# Source material:
################
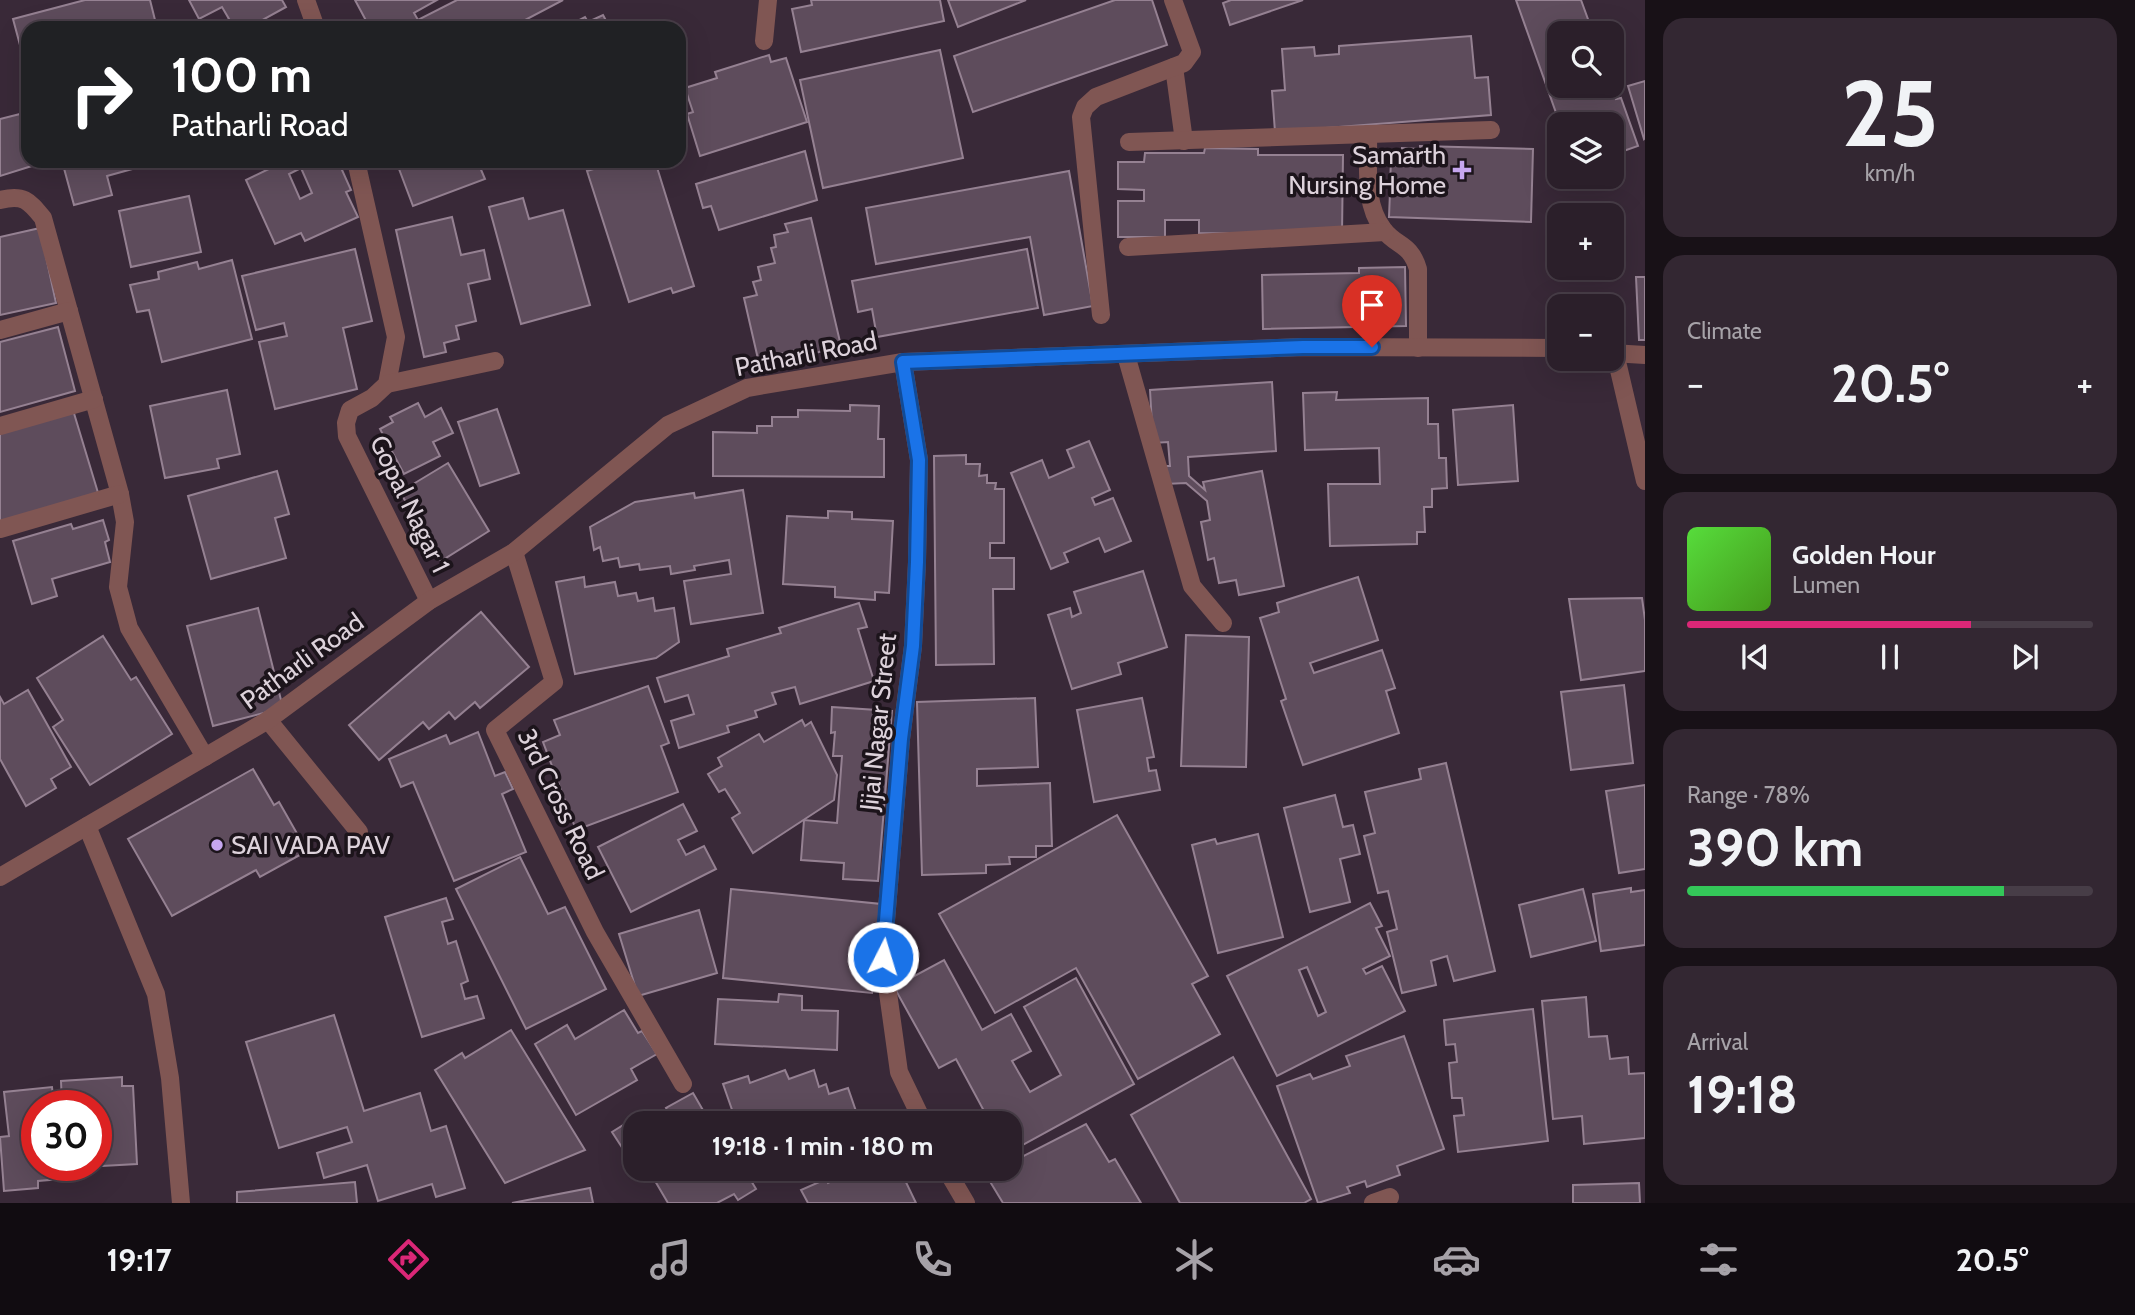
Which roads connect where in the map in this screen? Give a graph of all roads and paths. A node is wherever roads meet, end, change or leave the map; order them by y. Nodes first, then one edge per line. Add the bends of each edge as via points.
1 (306, 0) edge
2 (768, 0) edge
3 (1173, 0) edge
4 (314, 21) edge
5 (764, 41) dead end
6 (1174, 67) junction
7 (1491, 131) dead end
8 (1368, 134) junction
9 (1184, 141) junction
10 (1129, 142) dead end
11 (358, 168) edge
12 (6, 198) edge
13 (1385, 232) junction
14 (1128, 247) dead end
15 (69, 311) junction
16 (1101, 315) dead end
17 (0, 330) edge
18 (1418, 348) junction
19 (1547, 348) edge
20 (1624, 354) edge
21 (1126, 355) junction
22 (1645, 355) edge
23 (495, 361) dead end
24 (903, 362) junction
25 (1618, 371) edge
26 (387, 384) junction
27 (92, 394) junction
28 (0, 417) edge
29 (0, 426) edge
30 (1645, 481) edge
31 (120, 495) junction
32 (0, 529) edge
33 (514, 552) junction
34 (429, 601) junction
35 (1223, 623) dead end
36 (268, 720) junction
37 (205, 757) junction
38 (87, 826) junction
39 (359, 832) dead end
40 (0, 877) edge
41 (683, 1084) dead end
42 (918, 1111) edge
43 (953, 1181) edge
44 (1390, 1197) dead end
45 (181, 1203) edge
46 (966, 1203) edge
47 (1373, 1203) edge

1 - 4 street
2 - 5 street
3 - 6 street via 1192,52
6 - 9 street
6 - 16 street via 1096,97 1081,117
7 - 8 street
8 - 9 street
8 - 13 street via 1370,204
9 - 10 street
11 - 26 street via 396,337
12 - 15 street via 28,200 43,218
13 - 14 street
13 - 18 street via 1409,249 1419,269
15 - 17 street
15 - 27 street
18 - 19 street, Patharli Road
18 - 21 street, Patharli Road via 1303,347
20 - 22 street
21 - 24 street, Patharli Road
21 - 35 street via 1192,586
23 - 26 street
24 - 33 street, Patharli Road via 747,388 668,425
24 - 42 street, Jijai Nagar Street via 919,460 917,562 883,957 898,1072
25 - 30 street
26 - 34 street, Gopal Nagar 1 via 350,410 347,436
27 - 28 street
27 - 29 street
27 - 31 street
31 - 32 street
31 - 37 street via 125,522 118,587 129,628
33 - 34 street, Patharli Road
33 - 41 street, 3rd Cross Road via 554,682 495,730 595,932
34 - 36 street, Patharli Road
36 - 37 street, Patharli Road
36 - 39 street
37 - 38 street, Patharli Road
38 - 40 street, Patharli Road
38 - 45 street via 156,994 170,1078
43 - 46 street
44 - 47 street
################
# About this exercise:
Write the material out again exactly as it appears, dropping the pictures.

# Expected answer:
Which roads connect where in the map in this screen? Give a graph of all roads and paths. A node is wherever roads meet, end, change or leave the map; order them by y. Nodes first, then one edge per line. Add the bends of each edge as via points.
1 (306, 0) edge
2 (768, 0) edge
3 (1173, 0) edge
4 (314, 21) edge
5 (764, 41) dead end
6 (1174, 67) junction
7 (1491, 131) dead end
8 (1368, 134) junction
9 (1184, 141) junction
10 (1129, 142) dead end
11 (358, 168) edge
12 (6, 198) edge
13 (1385, 232) junction
14 (1128, 247) dead end
15 (69, 311) junction
16 (1101, 315) dead end
17 (0, 330) edge
18 (1418, 348) junction
19 (1547, 348) edge
20 (1624, 354) edge
21 (1126, 355) junction
22 (1645, 355) edge
23 (495, 361) dead end
24 (903, 362) junction
25 (1618, 371) edge
26 (387, 384) junction
27 (92, 394) junction
28 (0, 417) edge
29 (0, 426) edge
30 (1645, 481) edge
31 (120, 495) junction
32 (0, 529) edge
33 (514, 552) junction
34 (429, 601) junction
35 (1223, 623) dead end
36 (268, 720) junction
37 (205, 757) junction
38 (87, 826) junction
39 (359, 832) dead end
40 (0, 877) edge
41 (683, 1084) dead end
42 (918, 1111) edge
43 (953, 1181) edge
44 (1390, 1197) dead end
45 (181, 1203) edge
46 (966, 1203) edge
47 (1373, 1203) edge

1 - 4 street
2 - 5 street
3 - 6 street via 1192,52
6 - 9 street
6 - 16 street via 1096,97 1081,117
7 - 8 street
8 - 9 street
8 - 13 street via 1370,204
9 - 10 street
11 - 26 street via 396,337
12 - 15 street via 28,200 43,218
13 - 14 street
13 - 18 street via 1409,249 1419,269
15 - 17 street
15 - 27 street
18 - 19 street, Patharli Road
18 - 21 street, Patharli Road via 1303,347
20 - 22 street
21 - 24 street, Patharli Road
21 - 35 street via 1192,586
23 - 26 street
24 - 33 street, Patharli Road via 747,388 668,425
24 - 42 street, Jijai Nagar Street via 919,460 917,562 883,957 898,1072
25 - 30 street
26 - 34 street, Gopal Nagar 1 via 350,410 347,436
27 - 28 street
27 - 29 street
27 - 31 street
31 - 32 street
31 - 37 street via 125,522 118,587 129,628
33 - 34 street, Patharli Road
33 - 41 street, 3rd Cross Road via 554,682 495,730 595,932
34 - 36 street, Patharli Road
36 - 37 street, Patharli Road
36 - 39 street
37 - 38 street, Patharli Road
38 - 40 street, Patharli Road
38 - 45 street via 156,994 170,1078
43 - 46 street
44 - 47 street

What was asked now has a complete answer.